Exterior and Interior Design
Right now, the TEW-633GR and TEW-672GR are the top of Trendnet’s wireless router line-up. The exterior design of each device follows the same style indicating that these are top-end and expensive products. The black glossy case with three antennas looks stern, even austere. The exterior is impressive indeed. The TEW-672GR is noticeably smaller than the TEW-633GR although not inferior to it in functionality. In fact, the TEW-672GR is one of the smallest and lightest Draft N routers available. The glossy surface of the case of both models may be a problem, though. When we took the new TEW-672GR out of the box, we saw fine cardboard dust on its case where the router had been rubbing against the packaging. The surface of the TEW-633GR didn’t look very impressive after two weeks of heavy use, too. The second drawback of the TEW-672GR is that its antennas are not detachable, so it won’t be easy to use external antennas.
The TEW-672GR can be placed flat or wall-mounted using the fasteners in its bottom. This model is ventilated through the few holes in the side panels of the case. This seems to be enough because the router doesn’t get hot at work. Its components just do not generate much heat.
Notwithstanding the difference in size, the front and back panels of the TEW-672GR are similar to those of the TEW-633GR. The front panel carries indicators reporting the router’s current status. These indicators are implemented as shining vertical stripes (from left to right):
- Four indicators of the LAN ports
- WAN port indicator
- Wi-Fi indicator
- Copying of settings via WPS
The indicators are all the same and are placed in a row, which is not very handy.
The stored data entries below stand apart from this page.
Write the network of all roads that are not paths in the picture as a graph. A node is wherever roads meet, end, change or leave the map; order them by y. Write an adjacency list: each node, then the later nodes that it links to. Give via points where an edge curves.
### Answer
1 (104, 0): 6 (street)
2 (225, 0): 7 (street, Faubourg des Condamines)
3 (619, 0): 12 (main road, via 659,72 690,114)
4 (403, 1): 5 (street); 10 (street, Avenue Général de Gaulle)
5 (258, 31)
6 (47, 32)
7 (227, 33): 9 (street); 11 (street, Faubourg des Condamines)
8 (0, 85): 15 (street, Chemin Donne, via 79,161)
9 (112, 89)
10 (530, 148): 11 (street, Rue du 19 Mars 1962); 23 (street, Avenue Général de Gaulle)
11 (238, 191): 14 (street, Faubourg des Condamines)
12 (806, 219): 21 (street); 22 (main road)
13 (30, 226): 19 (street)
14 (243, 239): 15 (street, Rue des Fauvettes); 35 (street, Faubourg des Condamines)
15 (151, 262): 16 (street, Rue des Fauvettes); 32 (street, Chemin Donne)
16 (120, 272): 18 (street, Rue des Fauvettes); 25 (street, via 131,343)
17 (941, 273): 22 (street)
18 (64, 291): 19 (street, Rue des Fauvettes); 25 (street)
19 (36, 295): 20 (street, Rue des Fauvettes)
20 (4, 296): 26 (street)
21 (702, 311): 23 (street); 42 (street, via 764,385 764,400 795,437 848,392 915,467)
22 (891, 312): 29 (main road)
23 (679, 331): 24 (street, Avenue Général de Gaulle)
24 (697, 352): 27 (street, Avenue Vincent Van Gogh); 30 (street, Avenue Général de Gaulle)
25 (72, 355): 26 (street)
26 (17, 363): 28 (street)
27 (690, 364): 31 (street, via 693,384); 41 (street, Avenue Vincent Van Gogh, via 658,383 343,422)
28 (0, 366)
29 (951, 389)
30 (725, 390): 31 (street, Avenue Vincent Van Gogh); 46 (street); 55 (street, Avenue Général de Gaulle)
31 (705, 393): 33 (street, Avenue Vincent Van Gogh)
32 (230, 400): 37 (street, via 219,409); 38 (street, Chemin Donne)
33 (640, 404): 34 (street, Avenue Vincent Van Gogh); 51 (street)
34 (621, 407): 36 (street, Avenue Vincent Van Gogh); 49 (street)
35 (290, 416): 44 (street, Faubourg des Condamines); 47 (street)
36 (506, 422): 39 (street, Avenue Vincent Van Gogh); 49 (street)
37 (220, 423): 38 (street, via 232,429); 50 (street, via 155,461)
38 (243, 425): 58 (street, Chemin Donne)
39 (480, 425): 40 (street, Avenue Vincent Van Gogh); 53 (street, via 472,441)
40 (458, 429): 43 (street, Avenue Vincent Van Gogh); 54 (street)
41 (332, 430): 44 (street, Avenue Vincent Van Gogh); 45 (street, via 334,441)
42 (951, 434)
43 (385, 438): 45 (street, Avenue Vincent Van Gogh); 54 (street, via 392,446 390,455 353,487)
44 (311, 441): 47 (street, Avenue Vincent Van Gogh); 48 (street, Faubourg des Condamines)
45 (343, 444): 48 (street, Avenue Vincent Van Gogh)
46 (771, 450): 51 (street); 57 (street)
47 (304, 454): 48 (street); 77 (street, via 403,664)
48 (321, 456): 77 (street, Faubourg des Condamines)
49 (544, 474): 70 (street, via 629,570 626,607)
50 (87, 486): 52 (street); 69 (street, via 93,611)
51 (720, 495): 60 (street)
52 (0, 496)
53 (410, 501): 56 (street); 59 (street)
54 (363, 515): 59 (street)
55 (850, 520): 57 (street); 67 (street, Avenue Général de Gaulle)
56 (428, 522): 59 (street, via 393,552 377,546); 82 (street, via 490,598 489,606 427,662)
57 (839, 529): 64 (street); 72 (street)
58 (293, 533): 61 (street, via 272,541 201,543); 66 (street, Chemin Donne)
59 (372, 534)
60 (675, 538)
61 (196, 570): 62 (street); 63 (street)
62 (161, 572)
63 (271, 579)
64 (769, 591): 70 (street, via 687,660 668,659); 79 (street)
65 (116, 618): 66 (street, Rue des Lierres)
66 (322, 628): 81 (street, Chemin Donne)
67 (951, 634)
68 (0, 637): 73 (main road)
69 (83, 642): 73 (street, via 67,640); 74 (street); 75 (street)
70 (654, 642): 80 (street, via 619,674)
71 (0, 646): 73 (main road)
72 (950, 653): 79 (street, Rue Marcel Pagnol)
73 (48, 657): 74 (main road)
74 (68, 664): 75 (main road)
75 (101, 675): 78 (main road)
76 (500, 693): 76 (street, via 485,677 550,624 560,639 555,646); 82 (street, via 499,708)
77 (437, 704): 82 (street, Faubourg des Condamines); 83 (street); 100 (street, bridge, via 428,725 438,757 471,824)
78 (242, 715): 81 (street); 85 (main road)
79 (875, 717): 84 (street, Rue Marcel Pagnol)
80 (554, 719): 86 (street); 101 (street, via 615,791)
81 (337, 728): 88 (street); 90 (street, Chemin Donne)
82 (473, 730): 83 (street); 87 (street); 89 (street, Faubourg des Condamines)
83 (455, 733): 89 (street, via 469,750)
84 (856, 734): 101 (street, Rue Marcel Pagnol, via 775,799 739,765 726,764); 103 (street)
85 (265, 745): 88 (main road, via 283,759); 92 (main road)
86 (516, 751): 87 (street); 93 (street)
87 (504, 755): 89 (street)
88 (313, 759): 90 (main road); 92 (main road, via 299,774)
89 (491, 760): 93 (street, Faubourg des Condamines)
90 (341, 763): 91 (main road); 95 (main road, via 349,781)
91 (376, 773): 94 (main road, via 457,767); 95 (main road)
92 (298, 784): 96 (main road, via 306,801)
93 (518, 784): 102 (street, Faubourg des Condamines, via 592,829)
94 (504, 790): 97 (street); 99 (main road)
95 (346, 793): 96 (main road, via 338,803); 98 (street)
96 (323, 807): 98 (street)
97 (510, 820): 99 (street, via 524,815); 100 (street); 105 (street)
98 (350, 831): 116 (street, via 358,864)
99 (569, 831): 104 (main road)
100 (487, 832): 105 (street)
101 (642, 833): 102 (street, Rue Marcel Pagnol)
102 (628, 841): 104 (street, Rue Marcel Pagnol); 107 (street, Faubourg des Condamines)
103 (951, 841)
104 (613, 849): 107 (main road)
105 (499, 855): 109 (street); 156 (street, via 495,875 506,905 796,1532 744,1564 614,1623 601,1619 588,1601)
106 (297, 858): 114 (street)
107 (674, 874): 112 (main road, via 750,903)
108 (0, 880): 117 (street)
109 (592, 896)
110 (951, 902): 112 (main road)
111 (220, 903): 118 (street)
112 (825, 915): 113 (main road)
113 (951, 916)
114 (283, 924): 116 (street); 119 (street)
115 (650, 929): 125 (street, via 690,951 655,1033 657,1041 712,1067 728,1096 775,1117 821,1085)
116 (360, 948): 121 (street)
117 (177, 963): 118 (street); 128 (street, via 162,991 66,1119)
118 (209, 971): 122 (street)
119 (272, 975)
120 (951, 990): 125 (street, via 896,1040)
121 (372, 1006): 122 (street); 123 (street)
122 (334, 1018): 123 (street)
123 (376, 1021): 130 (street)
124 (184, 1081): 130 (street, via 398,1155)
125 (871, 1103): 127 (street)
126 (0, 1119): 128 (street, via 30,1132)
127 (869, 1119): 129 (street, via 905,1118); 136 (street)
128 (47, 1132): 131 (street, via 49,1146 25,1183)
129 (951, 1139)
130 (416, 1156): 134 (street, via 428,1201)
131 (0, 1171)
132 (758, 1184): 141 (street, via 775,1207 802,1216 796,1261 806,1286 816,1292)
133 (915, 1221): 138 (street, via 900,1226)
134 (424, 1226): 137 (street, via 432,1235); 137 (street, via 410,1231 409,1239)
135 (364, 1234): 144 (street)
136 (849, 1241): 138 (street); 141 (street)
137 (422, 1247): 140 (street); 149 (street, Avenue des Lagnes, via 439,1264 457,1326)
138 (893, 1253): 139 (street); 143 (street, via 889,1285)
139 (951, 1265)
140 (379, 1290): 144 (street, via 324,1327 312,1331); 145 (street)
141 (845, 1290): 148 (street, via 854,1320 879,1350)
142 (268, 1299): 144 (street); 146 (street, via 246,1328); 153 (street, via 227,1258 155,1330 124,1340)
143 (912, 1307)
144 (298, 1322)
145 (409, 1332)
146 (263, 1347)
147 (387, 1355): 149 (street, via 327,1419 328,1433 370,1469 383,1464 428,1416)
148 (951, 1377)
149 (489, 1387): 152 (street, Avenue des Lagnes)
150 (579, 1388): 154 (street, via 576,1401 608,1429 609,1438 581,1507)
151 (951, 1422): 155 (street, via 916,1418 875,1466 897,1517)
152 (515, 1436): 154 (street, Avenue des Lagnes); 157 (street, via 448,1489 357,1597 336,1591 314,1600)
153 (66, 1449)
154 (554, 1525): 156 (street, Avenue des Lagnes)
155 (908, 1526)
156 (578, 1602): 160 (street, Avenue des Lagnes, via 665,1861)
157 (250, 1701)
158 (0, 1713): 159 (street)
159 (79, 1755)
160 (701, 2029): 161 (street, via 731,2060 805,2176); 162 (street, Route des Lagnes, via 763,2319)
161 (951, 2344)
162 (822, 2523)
They are bright, but not annoyingly bright, and can be seen at almost any angle and from a big distance. They are quite good overall.
The back panel offers the following (from left to right):
- Power connector
- Reset button
- Wi-Fi mode switch
- WAN port
- Four LAN ports
Besides that, there is a WPS button on the side panel for secure setup of the wireless network.
The other interesting things are hidden inside the router, so we took it apart. Besides the locks at the bottom, the parts of the case were fastened together with two self-tipping screws that we found under the rubber feet.
The system PCB occupies the entire case. It wasn’t easy to take it out because some of the elements were sticking out of the case. Moreover, the PCB was additionally fixed with special holders that prevented it from moving diagonally. Anyway, we managed to extract and scrutinize it closely. All the components are installed on the top side of the PCB. The mounting is very neat, just as you can expect from such a presentable product. There are almost no empty seats on the PCB, which indicates that this router model is not a cut-down version of something bigger.